Yoksa ışıltılı, yaldızlı maskesiyle, kanlı, acılı, abus çehresini kapatan tek dişi kalmış canavarın, kapitalist-materyalist medeniyetin, daha fazla sömürmek ve daha fazla semirmek için vasıta gördüğü, tek kanatlı, mânâdan koparılmış, kupkuru bilgisini edep ve terbiyeden, şükür ve tefekkürden mahrum hâlde kitap yüklü merkepler gibi yüklenmeye mi yolluyoruz onları?

Kur’ân ilmi dahî; dilden-boğazdan aşağıya, sîneye-gönle inmezse, sahibine lânetten başka bir şey getirmiyor. Günümüzde bilgi-eğitim-tahsil diye sarıldığımız, yücelttiğimiz; her duâda arzu edilen faydalı ilim mi, her nefes Allâh’a sığınılan faydasız ilim mi?

Bu eğitim sezonu başında, bu sorular etrafında, «Maskeli Medeniyet»e dikkatinizi çekmek istedik.

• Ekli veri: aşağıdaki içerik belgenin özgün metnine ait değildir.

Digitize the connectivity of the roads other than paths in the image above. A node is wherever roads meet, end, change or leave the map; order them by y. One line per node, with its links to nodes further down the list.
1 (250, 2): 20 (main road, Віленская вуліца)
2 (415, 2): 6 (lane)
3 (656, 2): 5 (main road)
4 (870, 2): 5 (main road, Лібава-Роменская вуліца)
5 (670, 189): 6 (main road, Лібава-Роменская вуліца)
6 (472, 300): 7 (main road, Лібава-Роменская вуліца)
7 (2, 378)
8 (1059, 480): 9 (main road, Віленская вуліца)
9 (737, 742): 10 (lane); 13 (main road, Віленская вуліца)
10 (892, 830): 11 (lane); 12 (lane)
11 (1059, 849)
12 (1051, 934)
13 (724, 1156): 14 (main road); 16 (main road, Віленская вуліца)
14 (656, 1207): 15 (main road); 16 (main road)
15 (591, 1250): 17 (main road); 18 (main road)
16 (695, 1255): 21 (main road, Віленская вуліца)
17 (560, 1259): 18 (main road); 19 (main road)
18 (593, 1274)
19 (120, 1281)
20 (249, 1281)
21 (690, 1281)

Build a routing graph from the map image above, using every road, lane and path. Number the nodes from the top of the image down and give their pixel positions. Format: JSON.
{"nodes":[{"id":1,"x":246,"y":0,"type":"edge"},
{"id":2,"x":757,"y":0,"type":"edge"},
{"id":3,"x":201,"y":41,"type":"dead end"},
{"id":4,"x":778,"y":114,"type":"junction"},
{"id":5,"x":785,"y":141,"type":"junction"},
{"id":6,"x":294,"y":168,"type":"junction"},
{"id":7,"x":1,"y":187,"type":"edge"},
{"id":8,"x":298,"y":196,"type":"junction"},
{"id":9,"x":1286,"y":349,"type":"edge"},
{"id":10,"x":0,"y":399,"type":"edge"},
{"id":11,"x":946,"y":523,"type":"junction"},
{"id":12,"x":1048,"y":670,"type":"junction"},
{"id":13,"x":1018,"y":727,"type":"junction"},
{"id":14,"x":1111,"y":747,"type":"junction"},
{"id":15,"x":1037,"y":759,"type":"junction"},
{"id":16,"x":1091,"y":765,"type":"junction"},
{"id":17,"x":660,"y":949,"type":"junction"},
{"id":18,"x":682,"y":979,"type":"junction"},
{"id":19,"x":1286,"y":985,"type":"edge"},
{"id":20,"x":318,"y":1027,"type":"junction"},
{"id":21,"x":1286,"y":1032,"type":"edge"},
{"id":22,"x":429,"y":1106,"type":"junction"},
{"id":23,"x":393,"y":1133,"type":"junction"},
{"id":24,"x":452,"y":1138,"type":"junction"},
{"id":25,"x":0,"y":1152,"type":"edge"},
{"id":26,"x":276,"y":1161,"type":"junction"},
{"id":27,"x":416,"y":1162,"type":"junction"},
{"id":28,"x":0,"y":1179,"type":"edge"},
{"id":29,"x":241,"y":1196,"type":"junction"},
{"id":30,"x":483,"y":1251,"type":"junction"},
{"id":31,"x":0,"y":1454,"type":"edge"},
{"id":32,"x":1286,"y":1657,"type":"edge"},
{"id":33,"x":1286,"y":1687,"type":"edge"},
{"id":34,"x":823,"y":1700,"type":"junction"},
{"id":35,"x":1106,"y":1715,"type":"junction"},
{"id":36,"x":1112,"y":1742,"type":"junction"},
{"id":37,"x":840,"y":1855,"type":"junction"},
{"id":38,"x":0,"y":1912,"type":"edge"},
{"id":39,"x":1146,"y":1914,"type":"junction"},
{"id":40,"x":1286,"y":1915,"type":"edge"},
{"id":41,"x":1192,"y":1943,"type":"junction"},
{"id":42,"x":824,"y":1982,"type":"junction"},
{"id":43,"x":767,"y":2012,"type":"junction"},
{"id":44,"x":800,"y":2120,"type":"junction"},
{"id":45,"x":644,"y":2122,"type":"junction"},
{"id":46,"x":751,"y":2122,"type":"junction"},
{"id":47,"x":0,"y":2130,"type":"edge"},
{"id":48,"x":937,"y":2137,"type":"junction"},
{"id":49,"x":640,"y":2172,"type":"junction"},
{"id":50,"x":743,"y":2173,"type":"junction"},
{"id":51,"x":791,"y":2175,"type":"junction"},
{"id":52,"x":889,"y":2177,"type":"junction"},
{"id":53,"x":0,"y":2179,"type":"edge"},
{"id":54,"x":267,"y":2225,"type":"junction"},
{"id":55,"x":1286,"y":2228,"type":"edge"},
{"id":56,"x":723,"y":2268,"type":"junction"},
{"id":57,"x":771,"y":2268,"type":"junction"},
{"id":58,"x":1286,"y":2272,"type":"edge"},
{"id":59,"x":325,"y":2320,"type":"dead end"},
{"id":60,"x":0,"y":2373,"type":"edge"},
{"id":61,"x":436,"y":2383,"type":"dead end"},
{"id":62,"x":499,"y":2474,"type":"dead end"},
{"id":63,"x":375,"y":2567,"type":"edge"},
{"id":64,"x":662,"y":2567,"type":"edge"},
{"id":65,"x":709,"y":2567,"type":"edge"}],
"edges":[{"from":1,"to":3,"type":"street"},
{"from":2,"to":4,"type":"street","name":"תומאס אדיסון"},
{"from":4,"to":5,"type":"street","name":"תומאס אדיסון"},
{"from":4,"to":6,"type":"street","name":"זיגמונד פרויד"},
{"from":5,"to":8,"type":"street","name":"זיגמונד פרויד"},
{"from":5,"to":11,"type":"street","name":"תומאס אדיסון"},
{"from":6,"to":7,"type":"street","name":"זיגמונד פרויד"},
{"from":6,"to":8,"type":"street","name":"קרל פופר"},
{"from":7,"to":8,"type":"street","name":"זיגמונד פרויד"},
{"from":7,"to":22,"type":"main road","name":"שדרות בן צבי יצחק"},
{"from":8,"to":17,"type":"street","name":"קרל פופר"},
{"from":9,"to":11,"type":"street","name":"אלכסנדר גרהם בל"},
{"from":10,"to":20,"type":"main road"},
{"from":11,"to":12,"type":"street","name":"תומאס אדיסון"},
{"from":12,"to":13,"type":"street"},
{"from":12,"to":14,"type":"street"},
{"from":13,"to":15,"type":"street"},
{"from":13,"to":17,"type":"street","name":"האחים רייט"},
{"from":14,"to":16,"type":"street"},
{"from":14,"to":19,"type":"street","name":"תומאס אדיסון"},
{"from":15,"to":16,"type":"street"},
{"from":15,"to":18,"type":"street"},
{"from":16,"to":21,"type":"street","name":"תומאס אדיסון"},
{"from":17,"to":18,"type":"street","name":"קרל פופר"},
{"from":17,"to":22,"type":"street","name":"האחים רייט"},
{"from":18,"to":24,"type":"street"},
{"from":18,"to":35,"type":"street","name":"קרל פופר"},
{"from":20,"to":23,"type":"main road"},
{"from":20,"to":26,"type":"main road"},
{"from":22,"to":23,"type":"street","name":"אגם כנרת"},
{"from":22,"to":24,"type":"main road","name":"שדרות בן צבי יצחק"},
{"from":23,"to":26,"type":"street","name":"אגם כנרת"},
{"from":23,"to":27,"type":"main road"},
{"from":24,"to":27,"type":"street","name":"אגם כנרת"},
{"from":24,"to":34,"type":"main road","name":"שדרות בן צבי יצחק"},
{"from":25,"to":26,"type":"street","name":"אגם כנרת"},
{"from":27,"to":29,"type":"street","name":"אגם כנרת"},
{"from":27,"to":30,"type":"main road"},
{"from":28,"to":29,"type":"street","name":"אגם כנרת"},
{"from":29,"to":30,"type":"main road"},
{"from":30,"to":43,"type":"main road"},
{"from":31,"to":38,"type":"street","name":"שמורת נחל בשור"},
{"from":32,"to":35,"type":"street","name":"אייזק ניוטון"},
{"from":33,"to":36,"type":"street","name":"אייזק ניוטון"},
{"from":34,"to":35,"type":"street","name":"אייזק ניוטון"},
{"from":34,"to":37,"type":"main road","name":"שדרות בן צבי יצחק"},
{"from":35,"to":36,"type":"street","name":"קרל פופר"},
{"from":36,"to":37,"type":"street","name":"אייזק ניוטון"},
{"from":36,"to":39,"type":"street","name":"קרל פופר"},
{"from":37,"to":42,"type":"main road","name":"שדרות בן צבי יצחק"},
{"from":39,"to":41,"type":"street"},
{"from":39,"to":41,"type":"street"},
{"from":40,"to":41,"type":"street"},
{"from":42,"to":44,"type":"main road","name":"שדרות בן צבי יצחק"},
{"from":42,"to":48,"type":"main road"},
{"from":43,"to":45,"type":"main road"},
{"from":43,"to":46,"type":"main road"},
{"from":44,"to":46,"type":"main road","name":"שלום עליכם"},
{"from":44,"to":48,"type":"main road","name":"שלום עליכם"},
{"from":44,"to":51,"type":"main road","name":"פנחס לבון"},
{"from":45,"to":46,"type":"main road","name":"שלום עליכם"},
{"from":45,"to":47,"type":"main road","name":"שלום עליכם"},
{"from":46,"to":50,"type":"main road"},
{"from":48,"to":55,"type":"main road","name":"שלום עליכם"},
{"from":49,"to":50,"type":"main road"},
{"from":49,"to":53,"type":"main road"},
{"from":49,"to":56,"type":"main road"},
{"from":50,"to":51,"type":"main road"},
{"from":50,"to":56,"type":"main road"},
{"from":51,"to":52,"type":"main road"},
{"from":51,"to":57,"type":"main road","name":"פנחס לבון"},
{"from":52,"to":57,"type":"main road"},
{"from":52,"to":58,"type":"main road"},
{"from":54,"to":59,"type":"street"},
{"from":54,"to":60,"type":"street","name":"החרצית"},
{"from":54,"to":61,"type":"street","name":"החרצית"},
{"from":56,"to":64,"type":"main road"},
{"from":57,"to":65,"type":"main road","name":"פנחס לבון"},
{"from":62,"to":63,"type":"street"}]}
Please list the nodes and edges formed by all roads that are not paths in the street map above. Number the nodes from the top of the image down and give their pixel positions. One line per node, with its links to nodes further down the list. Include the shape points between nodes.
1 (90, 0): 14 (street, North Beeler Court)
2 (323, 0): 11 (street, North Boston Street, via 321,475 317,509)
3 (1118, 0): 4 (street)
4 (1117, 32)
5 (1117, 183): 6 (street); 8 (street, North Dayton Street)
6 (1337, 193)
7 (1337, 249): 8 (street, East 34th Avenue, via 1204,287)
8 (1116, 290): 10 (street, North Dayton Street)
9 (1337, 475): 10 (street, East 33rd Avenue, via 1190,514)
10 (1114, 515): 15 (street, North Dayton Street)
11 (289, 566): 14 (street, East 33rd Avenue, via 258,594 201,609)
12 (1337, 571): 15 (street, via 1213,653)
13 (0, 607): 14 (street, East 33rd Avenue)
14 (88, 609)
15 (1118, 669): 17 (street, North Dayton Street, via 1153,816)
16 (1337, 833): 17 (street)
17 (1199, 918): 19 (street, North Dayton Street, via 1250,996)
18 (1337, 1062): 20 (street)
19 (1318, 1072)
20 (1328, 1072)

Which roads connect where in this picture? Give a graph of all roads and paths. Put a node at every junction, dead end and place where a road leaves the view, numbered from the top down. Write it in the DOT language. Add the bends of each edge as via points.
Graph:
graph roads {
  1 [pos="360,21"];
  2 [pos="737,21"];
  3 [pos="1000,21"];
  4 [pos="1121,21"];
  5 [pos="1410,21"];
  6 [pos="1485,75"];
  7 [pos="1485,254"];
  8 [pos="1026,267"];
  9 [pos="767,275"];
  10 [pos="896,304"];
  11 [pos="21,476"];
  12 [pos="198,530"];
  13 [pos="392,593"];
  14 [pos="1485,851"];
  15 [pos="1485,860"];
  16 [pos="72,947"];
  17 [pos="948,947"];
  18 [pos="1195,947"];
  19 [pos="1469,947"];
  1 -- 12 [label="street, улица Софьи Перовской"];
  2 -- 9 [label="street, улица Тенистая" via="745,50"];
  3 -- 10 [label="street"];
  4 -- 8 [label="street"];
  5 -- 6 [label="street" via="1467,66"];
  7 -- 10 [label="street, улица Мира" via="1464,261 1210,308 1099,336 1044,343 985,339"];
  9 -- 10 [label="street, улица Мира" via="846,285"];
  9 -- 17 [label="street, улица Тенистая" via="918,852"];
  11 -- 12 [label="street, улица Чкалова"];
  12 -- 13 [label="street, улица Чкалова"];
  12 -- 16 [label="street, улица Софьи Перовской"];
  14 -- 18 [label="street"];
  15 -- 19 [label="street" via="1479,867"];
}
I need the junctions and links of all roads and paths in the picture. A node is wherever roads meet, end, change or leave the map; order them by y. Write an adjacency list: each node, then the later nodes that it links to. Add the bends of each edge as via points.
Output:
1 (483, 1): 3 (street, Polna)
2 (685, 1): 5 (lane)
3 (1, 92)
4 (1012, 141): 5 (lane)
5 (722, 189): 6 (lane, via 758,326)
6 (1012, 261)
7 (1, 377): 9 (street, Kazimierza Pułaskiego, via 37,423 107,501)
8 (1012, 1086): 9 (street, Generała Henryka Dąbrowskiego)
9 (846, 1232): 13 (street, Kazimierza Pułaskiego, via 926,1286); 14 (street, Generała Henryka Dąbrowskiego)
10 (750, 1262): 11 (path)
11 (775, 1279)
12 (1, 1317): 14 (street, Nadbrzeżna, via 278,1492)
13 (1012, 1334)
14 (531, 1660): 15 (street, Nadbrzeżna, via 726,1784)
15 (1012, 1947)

Deccal’in sahte cenneti gibi, ışıltısıyla nesillerimizi kandırmaya çalışan faydasız, edepsiz, mâneviyatsız ilim ve âkıbetine… Bizim medeniyetimiz, maske değil edep tâcını takar, terbiye hırkasına bürünür, takvâ libâsını kuşanırdı. Onun ilim ve irfanı, kalbe inen ve gönle sinen ve insanı kâmil insan olma yolunda tekâmül ettiren bir vasıftaydı.

Genel Yayın Yönetmenimiz M. Ali EŞMELİ; Faydasız Eğitim ve; «Maskeli Medeniyet»in dünya mazlumlarının başına neler getirdiğini, Afrika’dan, Çin’den misallerle ortaya koydu ve İslâm’ın faydalı ilim tahsilinin neticesinde müslümanların Hayber’de, düşmanı tarafından alkışlanan adaletini nazarlara takdim etti.

Muhterem Osman Nûri TOPBAŞ Hocaefendi, «İnsan Olmanın Şartı: Mânevî İlim ve Edep» başlıklı makalelerinde, faydalı ilimle hassaslaşan muttakî gönüllerden misaller eşliğinde, tahsil edilmesi lüzumlu olan hakikî talim ve terbiyenin ehemmiyetini kaleme aldı.

Ayla AĞABEGÜM, âdâb-ı muâşeret ve münevver mes’ûliyetine temas etti. Mustafa Asım KÜÇÜKAŞCI, eğitimde sözden de önceyi, «Bakıştan Anlama» eğitimini işledi. Yard. Doç. Dr. Harun ÖĞMÜŞ; bilgi ile uygulamanın, nazariye ile pratiğin kaynaştırılmasının önemini yazdı. H. Kübra ERGİN, Mâneviyat ile dehâ arasındaki irtibatı ele aldı. Aydın TALAY ve B. Cahit ÖZDEMİR, edebin mâzîmizdeki kuvvetli mevkiine temas ettiler.

İrfan ÖZTÜRK Hocaefendi, bir Hak dostunun, nefsinin süflî emellerinin peşine düşmüş bir bendesini nasıl tedip ettiğine dair bir yaşanmış hâdiseyi kaleme aldı. Prof. Dr. Ömer ÇELİK; Lokman Hakîm’in, evlâdını terbiyesini işledi. Ahmet ZİYLAN ise, bilgi ve tecrübe edinmenin öneminin ve bilgi sahibine yakışan tevâzuun altını çizdi.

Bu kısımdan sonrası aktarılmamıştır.